Executing processing graph
INFO: org.hsqldb.persist.Logger: dataFileCache open start
version = 2.91
90% done.
org.esa.snap.core.gpf.OperatorException
at org.esa.snap.core.gpf.graph.GraphProcessor$GPFImagingListener.errorOccurred(GraphProcessor.java:363)
at com.sun.media.jai.util.SunTileScheduler.sendExceptionToListener(SunTileScheduler.java:1646)
at com.sun.media.jai.util.SunTileScheduler.scheduleTile(SunTileScheduler.java:921)
at javax.media.jai.OpImage.getTile(OpImage.java:1129)
at javax.media.jai.PlanarImage.getData(PlanarImage.java:2085)
at com.bc.ceres.glevel.MultiLevelImage.getData(MultiLevelImage.java:64)
at org.esa.snap.core.gpf.internal.OperatorContext.getSourceTile(OperatorContext.java:407)
at org.esa.snap.core.gpf.internal.OperatorContext.getSourceTile(OperatorContext.java:393)
at org.esa.snap.core.gpf.internal.OperatorImage.computeRect(OperatorImage.java:73)
at javax.media.jai.SourcelessOpImage.computeTile(SourcelessOpImage.java:137)
at com.sun.media.jai.util.SunTileScheduler.scheduleTile(SunTileScheduler.java:904)
at javax.media.jai.OpImage.getTile(OpImage.java:1129)
at com.sun.media.jai.util.RequestJob.compute(SunTileScheduler.java:247)
at com.sun.media.jai.util.WorkerThread.run(SunTileScheduler.java:468)
Caused by: org.esa.snap.core.gpf.OperatorException
at org.esa.s1tbx.calibration.gpf.Sentinel1RemoveThermalNoiseOp.computeTile(Sentinel1RemoveThermalNoiseOp.java:630)
at org.esa.snap.core.gpf.internal.OperatorImage.computeRect(OperatorImage.java:80)
at javax.media.jai.SourcelessOpImage.computeTile(SourcelessOpImage.java:137)
at com.sun.media.jai.util.SunTileScheduler.scheduleTile(SunTileScheduler.java:904)
… 11 more

Error: org.esa.snap.core.gpf.OperatorException

I notice that it only presents “90% done.”, rather than the full progress bar. However, it does not create any output data.

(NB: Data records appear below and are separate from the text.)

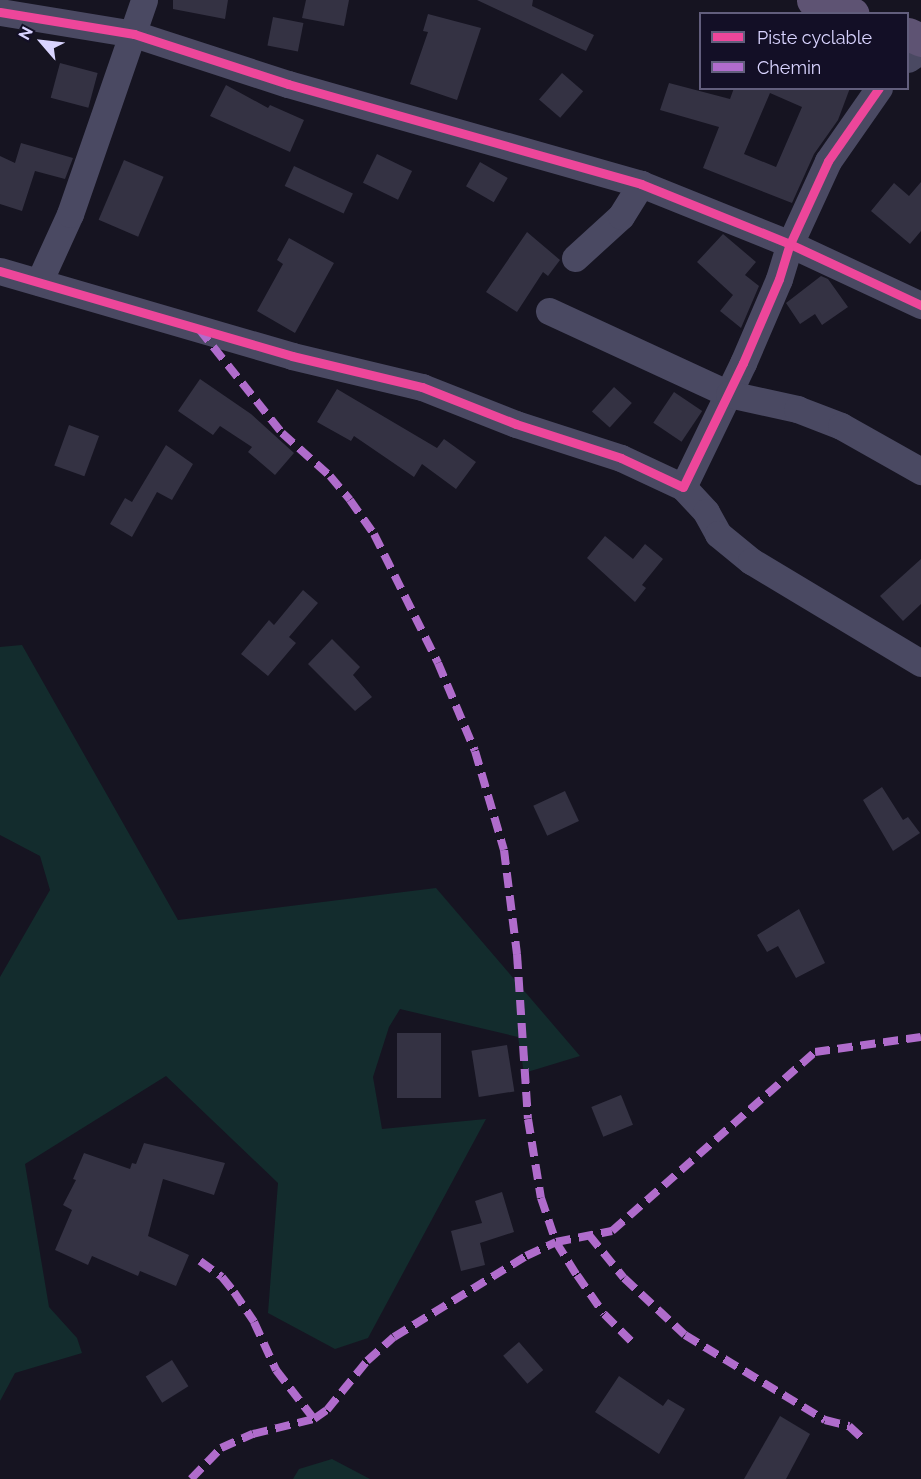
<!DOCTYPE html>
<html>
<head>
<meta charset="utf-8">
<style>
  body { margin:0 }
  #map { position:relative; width:921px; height:1479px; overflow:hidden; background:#161421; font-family:Raleway,sans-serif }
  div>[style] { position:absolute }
  .green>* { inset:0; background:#132c2d }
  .building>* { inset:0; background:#343243; transform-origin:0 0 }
  .minor>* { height:27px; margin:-13.5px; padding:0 13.5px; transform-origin:13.5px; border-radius:13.5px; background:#4a4962 }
  .major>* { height:33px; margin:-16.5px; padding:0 16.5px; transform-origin:16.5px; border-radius:16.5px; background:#5e5373 }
  .quiet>* { height:8px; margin-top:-4px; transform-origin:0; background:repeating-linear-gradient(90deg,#b06ccc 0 15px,transparent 0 23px) }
  .cycleway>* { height:9px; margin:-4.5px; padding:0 4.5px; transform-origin:4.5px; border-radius:4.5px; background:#ed469a }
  span { translate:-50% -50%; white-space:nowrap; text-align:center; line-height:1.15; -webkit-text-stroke:5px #130f26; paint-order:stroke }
  .legend { position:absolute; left:699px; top:12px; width:210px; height:78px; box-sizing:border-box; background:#130f26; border:2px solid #625e7d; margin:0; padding:8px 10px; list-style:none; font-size:18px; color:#d9d4ff }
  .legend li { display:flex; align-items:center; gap:12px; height:30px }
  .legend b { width:30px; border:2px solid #625e7d }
  .north { position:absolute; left:12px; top:12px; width:60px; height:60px; -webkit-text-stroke:4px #130f26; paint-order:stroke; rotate:298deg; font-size:16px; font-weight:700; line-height:24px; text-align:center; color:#d9d4ff }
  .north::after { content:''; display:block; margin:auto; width:21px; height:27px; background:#d9d4ff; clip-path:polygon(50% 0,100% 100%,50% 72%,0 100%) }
</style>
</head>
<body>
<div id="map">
  <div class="green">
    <div style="clip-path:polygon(22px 645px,178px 920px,436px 888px,580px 1056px,524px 1073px,518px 1037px,400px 1009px,389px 1027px,373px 1077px,382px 1129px,486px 1119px,368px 1338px,335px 1349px,268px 1313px,278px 1183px,166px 1076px,25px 1164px,49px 1307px,77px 1338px,82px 1353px,15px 1373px,0 1401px,0 977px,50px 890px,40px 856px,0 835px,0 647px)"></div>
    <div style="clip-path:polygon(332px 1459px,370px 1479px,293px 1479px,299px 1469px)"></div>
  </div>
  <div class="building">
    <div style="clip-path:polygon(173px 0,228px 0,225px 19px,173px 9px)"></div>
    <div style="clip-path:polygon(306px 0,349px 0,344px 26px,302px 18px)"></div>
    <div style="clip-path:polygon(477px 0,533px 0,532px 6px,594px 35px,586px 51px)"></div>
    <div style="clip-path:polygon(428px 14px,481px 28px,457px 100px,410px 84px,428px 32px,423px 31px)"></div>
    <div style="left:273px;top:17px;width:31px;height:29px;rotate:11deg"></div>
    <div style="left:60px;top:63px;width:39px;height:36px;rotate:15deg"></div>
    <div style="left:562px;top:73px;width:28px;height:35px;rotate:41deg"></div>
    <div style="clip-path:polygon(evenodd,669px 83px,730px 99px,734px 88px,850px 88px,838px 120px,814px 154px,792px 203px,703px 168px,719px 127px,660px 110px,669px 83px,770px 93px,802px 107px,776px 167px,744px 154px,770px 93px)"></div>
    <div style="clip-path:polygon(226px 85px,268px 108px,270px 105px,304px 120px,290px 152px,210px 116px)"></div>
    <div style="clip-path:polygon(21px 143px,73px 158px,65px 179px,35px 171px,22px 211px,0 204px,0 156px,15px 163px)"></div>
    <div style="left:377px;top:154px;width:39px;height:32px;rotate:26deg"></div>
    <div style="left:124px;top:160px;width:43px;height:65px;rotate:23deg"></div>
    <div style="left:480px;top:162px;width:32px;height:28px;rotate:30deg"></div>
    <div style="left:294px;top:166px;width:65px;height:22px;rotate:25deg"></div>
    <div style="clip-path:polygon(921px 182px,921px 231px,910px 244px,871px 211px,894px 183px,909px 196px)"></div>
    <div style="clip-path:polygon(527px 232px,560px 260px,548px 276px,543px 272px,517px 312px,486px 292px)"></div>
    <div style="clip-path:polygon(723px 234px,756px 262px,745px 275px,759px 286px,741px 328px,720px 311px,733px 295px,697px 262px)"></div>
    <div style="clip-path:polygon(289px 238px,334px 263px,295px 333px,257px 311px,283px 264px,277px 260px)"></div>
    <div style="clip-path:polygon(821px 276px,828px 279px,848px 307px,822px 325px,815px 314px,800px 324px,786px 303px)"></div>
    <div style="clip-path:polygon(200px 379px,251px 414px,294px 453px,275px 475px,248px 452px,252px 447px,220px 426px,213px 435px,178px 411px)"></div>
    <div style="left:614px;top:387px;width:24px;height:33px;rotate:42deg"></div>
    <div style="clip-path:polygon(337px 389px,437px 448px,444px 439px,476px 462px,456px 489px,422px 464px,414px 477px,354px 436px,351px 441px,317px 422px)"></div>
    <div style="left:674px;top:392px;width:34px;height:37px;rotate:34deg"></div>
    <div style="left:69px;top:425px;width:32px;height:43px;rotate:20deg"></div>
    <div style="clip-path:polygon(166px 445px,193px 464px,172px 500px,157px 492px,132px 537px,110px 524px,125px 498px,132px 502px)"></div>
    <div style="clip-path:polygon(605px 536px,633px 559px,645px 544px,663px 559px,642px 585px,646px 588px,635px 602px,587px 558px)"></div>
    <div style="clip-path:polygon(921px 559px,921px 604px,903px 621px,880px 596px)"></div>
    <div style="clip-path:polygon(303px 590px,318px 603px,289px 637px,296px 643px,268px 676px,241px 654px,269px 620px,274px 625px)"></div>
    <div style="clip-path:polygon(332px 639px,360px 667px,353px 675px,372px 697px,355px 711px,308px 664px)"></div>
    <div style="clip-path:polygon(882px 787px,903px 820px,908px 817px,920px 833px,893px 851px,863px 800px)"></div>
    <div style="left:565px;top:791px;width:33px;height:35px;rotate:65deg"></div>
    <div style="clip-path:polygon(799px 909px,825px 963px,796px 978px,778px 946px,767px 952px,757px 935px)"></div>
    <div style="left:397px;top:1033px;width:44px;height:65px"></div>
    <div style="left:507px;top:1045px;width:47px;height:36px;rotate:81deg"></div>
    <div style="left:621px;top:1095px;width:32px;height:32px;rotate:68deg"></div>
    <div style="clip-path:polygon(144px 1143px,225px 1163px,214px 1195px,163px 1179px,148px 1236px,189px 1255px,176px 1286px,140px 1271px,138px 1276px,92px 1256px,88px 1265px,55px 1250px,72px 1210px,63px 1205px,76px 1180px,73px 1179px,84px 1153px,130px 1169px,132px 1163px,136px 1164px)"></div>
    <div style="clip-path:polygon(502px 1192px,514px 1232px,480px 1243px,485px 1265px,461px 1271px,451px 1231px,482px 1223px,475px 1201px)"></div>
    <div style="left:519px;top:1342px;width:37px;height:21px;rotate:49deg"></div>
    <div style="left:172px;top:1360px;width:31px;height:31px;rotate:58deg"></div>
    <div style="clip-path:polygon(619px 1376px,663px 1406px,668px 1399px,685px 1409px,659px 1454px,595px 1412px)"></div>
    <div style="clip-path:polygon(780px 1416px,810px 1434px,786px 1479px,744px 1479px)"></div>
  </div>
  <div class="minor">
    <div style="left:0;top:12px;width:136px;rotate:9.3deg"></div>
    <div style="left:134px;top:34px;width:162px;rotate:18deg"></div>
    <div style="left:288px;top:84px;width:367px;rotate:15.8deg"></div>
    <div style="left:641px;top:184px;width:161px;rotate:21.9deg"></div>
    <div style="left:790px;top:244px;width:145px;rotate:25deg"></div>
    <div style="left:908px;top:59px;width:16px;rotate:-35deg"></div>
    <div style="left:575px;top:258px;width:62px;rotate:-42.4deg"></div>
    <div style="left:621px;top:216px;width:38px;rotate:-58deg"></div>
    <div style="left:0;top:271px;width:304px;rotate:16.2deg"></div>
    <div style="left:292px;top:356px;width:134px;rotate:13.4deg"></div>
    <div style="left:422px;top:387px;width:101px;rotate:21.5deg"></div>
    <div style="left:516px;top:424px;width:110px;rotate:17.9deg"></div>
    <div style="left:621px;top:458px;width:68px;rotate:25.1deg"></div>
    <div style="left:683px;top:487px;width:138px;rotate:-64.2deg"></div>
    <div style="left:743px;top:363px;width:91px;rotate:-66.8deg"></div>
    <div style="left:779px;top:279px;width:37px;rotate:-73deg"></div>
    <div style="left:790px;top:244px;width:91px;rotate:-65.4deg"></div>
    <div style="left:828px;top:161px;width:89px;rotate:-55.1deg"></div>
    <div style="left:39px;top:282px;width:75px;rotate:-65.5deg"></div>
    <div style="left:70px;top:214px;width:226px;rotate:-70.9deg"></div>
    <div style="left:549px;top:311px;width:198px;rotate:24.8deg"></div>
    <div style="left:729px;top:394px;width:70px;rotate:12.4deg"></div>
    <div style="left:797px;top:409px;width:47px;rotate:21.1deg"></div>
    <div style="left:841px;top:426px;width:92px;rotate:29.4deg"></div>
    <div style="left:683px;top:487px;width:34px;rotate:47deg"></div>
    <div style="left:706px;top:512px;width:25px;rotate:61deg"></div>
    <div style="left:718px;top:534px;width:43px;rotate:39.3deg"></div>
    <div style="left:751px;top:561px;width:198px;rotate:31deg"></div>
  </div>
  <div class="major">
    <div style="left:813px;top:0;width:42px;rotate:19.3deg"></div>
    <div style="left:908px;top:34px;width:14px;rotate:25deg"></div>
  </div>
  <div class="quiet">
    <div style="left:199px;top:329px;width:133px;rotate:51.4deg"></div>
    <div style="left:282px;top:433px;width:64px;rotate:41.9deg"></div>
    <div style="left:330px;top:476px;width:31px;rotate:50deg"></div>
    <div style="left:350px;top:500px;width:42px;rotate:54.8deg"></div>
    <div style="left:374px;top:534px;width:144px;rotate:63.6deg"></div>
    <div style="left:438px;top:663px;width:95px;rotate:67.2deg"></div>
    <div style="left:475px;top:751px;width:103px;rotate:73.7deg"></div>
    <div style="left:504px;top:850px;width:105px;rotate:82.9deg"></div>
    <div style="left:517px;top:954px;width:165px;rotate:86.2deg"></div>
    <div style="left:528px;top:1119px;width:80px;rotate:80.7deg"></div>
    <div style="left:541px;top:1198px;width:46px;rotate:71.2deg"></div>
    <div style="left:556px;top:1242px;width:39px;rotate:58deg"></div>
    <div style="left:577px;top:1275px;width:47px;rotate:55.3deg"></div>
    <div style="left:604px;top:1314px;width:44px;rotate:45deg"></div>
    <div style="left:589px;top:1235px;width:55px;rotate:50.9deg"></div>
    <div style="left:624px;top:1278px;width:83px;rotate:43.1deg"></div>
    <div style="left:685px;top:1335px;width:164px;rotate:31.3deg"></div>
    <div style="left:825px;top:1420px;width:25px;rotate:14deg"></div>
    <div style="left:849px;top:1426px;width:18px;rotate:43deg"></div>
    <div style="left:200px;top:1261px;width:27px;rotate:36deg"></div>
    <div style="left:222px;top:1277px;width:19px;rotate:51deg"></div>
    <div style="left:234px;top:1292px;width:36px;rotate:56deg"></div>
    <div style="left:254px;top:1322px;width:53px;rotate:65.4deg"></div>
    <div style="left:276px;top:1370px;width:62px;rotate:52.2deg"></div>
    <div style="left:191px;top:1479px;width:43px;rotate:-45.9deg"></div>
    <div style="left:221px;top:1448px;width:35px;rotate:-24deg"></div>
    <div style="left:253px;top:1434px;width:63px;rotate:-13.8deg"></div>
    <div style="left:314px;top:1419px;width:16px;rotate:-35deg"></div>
    <div style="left:327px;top:1410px;width:63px;rotate:-50.8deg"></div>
    <div style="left:367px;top:1361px;width:36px;rotate:-42deg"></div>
    <div style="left:394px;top:1337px;width:155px;rotate:-31.5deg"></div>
    <div style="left:526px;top:1256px;width:33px;rotate:-25deg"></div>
    <div style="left:556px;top:1242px;width:57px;rotate:-11.1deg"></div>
    <div style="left:612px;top:1231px;width:271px;rotate:-41.4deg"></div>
    <div style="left:815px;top:1052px;width:107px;rotate:-8.1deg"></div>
  </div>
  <div class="cycleway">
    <div style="left:0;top:12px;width:136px;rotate:9.3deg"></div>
    <div style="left:134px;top:34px;width:162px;rotate:18deg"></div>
    <div style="left:288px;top:84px;width:367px;rotate:15.8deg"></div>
    <div style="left:641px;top:184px;width:161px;rotate:21.9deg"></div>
    <div style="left:790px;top:244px;width:145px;rotate:25deg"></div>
    <div style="left:0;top:271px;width:304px;rotate:16.2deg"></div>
    <div style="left:292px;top:356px;width:134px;rotate:13.4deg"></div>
    <div style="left:422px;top:387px;width:101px;rotate:21.5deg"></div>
    <div style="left:516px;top:424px;width:110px;rotate:17.9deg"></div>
    <div style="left:621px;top:458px;width:68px;rotate:25.1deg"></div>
    <div style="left:683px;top:487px;width:138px;rotate:-64.2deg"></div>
    <div style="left:743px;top:363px;width:91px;rotate:-66.8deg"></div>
    <div style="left:779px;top:279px;width:37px;rotate:-73deg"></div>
    <div style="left:790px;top:244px;width:91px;rotate:-65.4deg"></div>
    <div style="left:828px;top:161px;width:89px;rotate:-55.1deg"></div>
  </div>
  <ul class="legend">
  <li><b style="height:8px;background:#ed469a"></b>Piste cyclable</li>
  <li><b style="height:8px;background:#b06ccc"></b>Chemin</li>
  </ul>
  <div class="north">N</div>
</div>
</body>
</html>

I’ve done a bit of investigating and believe that the Thermal Noise operator is crashing during the populateNoiseMatrixForTOPSGRD function.

Modifying the code and printing the stack trace suggests that faulty line is:

final double firstLineTime = t0Map.get(imageName);

However, I’m still not sure what causes this to fail so irregularly. Most of the time, it correctly generates a consistent value for all the final variables in this function.

1 Like

Thank you for the analysis Anthony. @lveci @jun_lu

Thanks. I haven’t been able to reproduce the problem. The map may not be thread safe.

Thanks for looking into this! It only occurs for me infrequently so it is difficult to reproduce.

Yes, you are probably correct. I have just added a print statement to the code, and it did indeed return a few of these lines to the output immediately after the exception occurred, suggesting that it is a particular thread that has failed.

I’ve had the problem occur on both 8 and 36 core CPUs. However, I’ll probably convert this operator to run with a single core for now.

@lveci I’ve edited the code to use instances of java.util.concurrent.ConcurrentHashMap, which is apparently more thread safe.

I’ve tested looping the operator and it has not failed so far. Does this sound like an appropriate change? Should I suggest a pull request?